Matthew Read: ‘o
que explica a ascensão da extrema direita na Alemanha’
De eleitorado insignificante a ocupando o segundo lugar nas pesquisas eleitorais
para a eleição que vai eleger o próximo chanceler alemão, o partido de extrema direita AfD (Alternativa para a Alemanha), tem mudado os rumos da política da Alemanha, afundando cada vez mais o
país em um sistema ultraliberal.
Em 29 de janeiro, o partido União Democrata Cristã (CDU), que lidera as
pesquisas, flertou com a AfD e aprovou no Bundestag, a Câmara dos Deputados
alemã, um projeto de lei que endurece as políticas migratórias do país, em uma
votação simbólica. O projeto pretende restringir a entrada, inclusive, de
refugiados de guerra ou perseguidos políticos.
O flerte é considerado o momento de quebra da Brandmauer, nome do acordo
dos partidos alemães para não formar coalizões com a AfD. E tudo isso em meio a
uma crise política sem precedentes nos últimos 20 anos no país, após o
Parlamento reprovar o voto de confiança no premiê, Olaf Scholz, e a coalizão
governamental se dissolver.
Ao demitir o ministro das Finanças, Christian Lindner, do FDP (Partido
Democrático Liberal), o Parlamento ruiu, e as eleições para chanceler foram
antecipadas para 23 de fevereiro. Friedrich Merz, líder do CDU e representante
do projeto anti-imigração, é favorito nas pesquisas eleitorais, com 30% dos
votos. Em segundo lugar está a AfD de Alice Weidel, aparecendo com 19% das
intenções.
Isto significa que a generosa fatia de 1/5 da população da Alemanha –
país de memória marcada por Adolf Hitler – confia no discurso de um partido
neonazista criado em 2013, radicalizado em 2015 após a crise migratória na
Europa.
Apesar de não ter sido aprovado oficialmente, o plano anti-imigração foi
adotado no plano de governo dos conservadores. “Os partidos burgueses
exploraram estes acontecimentos [ataques cometidos por pessoas com histórico
migratório] para criar um bode expiatório”, avaliou Matthew Read, coordenador e
pesquisador do instituto de pesquisa social europeu Zetkin Forum.
Em entrevista ao Brasil de Fato, o
pesquisador avaliou que “existe um aumento surpreendente e uma normalização do
racismo e da violência de direita na Alemanha atualmente”.

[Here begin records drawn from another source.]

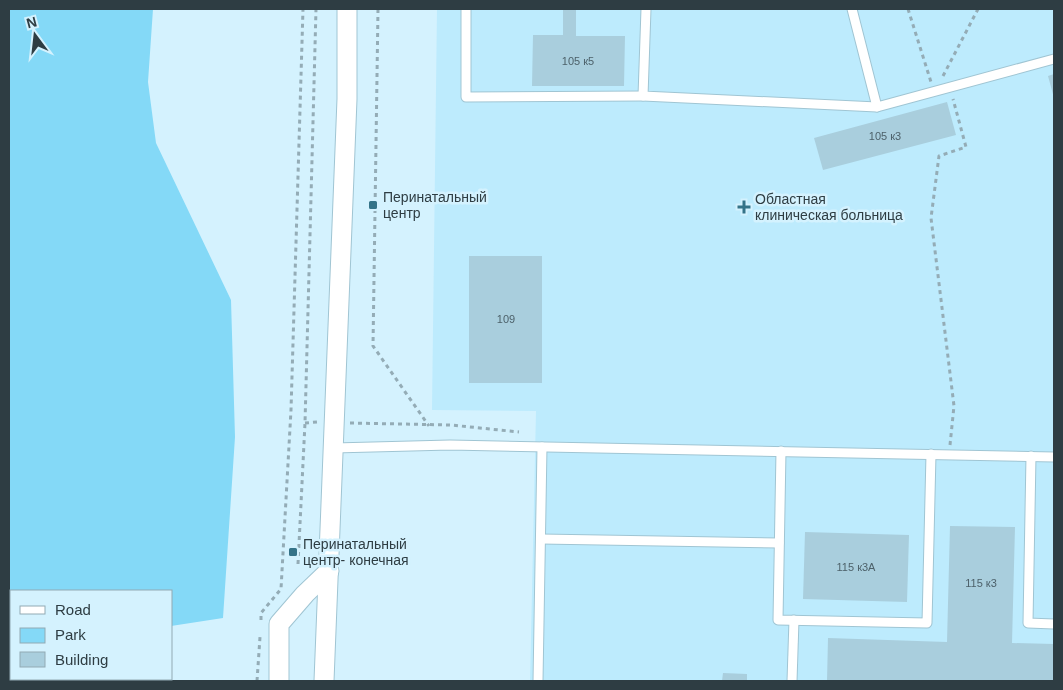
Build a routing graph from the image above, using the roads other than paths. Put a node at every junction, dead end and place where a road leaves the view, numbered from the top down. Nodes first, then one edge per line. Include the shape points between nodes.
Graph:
1 (347, 9) edge
2 (466, 9) edge
3 (646, 9) edge
4 (852, 9) edge
5 (1054, 59) edge
6 (643, 96) junction
7 (877, 107) junction
8 (542, 447) junction
9 (334, 448) junction
10 (781, 452) junction
11 (931, 454) junction
12 (1031, 456) junction
13 (1054, 457) edge
14 (541, 539) junction
15 (779, 543) junction
16 (329, 571) junction
17 (794, 620) junction
18 (1054, 624) edge
19 (279, 681) edge
20 (324, 681) edge
21 (538, 681) edge
22 (792, 681) edge

1 - 9 street via 347,99
2 - 6 lane via 466,98
3 - 6 lane
4 - 7 lane
5 - 7 lane
6 - 7 lane
8 - 9 lane
8 - 10 lane
8 - 14 lane
9 - 16 street
10 - 11 lane
10 - 15 lane
11 - 12 lane
11 - 17 lane via 927,623
12 - 13 lane
12 - 18 lane via 1028,623
14 - 15 lane
14 - 21 lane
15 - 17 lane via 778,620
16 - 19 street via 279,624
16 - 20 street
17 - 22 lane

Leia na íntegra a entrevista do especialista sobre a ascensão
consistente da extrema direita na Alemanha, a crise política e econômica do
país e a influência dos discursos de Donald Trump e Elon Musk.
LEIA A ENTREVISTA:
·
Qual a sua visão sobre a votação do projeto de lei que endurece a
política migratória na Alemanha?
Matthew Read: A primeira coisa a observar é que essa votação não mudará a
tendência fundamental na Alemanha: o cenário político está se movendo para a
direita muito rapidamente.
Mas essa votação é uma derrota significativa para a CDU pouco antes da
eleição, e provavelmente ajudará ainda mais a AfD. Essa chamada “Lei de Restrição à Imigração” tinha
três pontos principais: Na Lei de Residência, a limitação da migração deveria
ser restabelecida como um objetivo fixo; uma política de reunificação familiar
para as chamadas “pessoas que precisam de proteção suplementar” deveria ser
descontinuada, e a própria polícia federal deveria ser autorizada a solicitar a
detenção ou a custódia de pessoas obrigadas a deixar o país.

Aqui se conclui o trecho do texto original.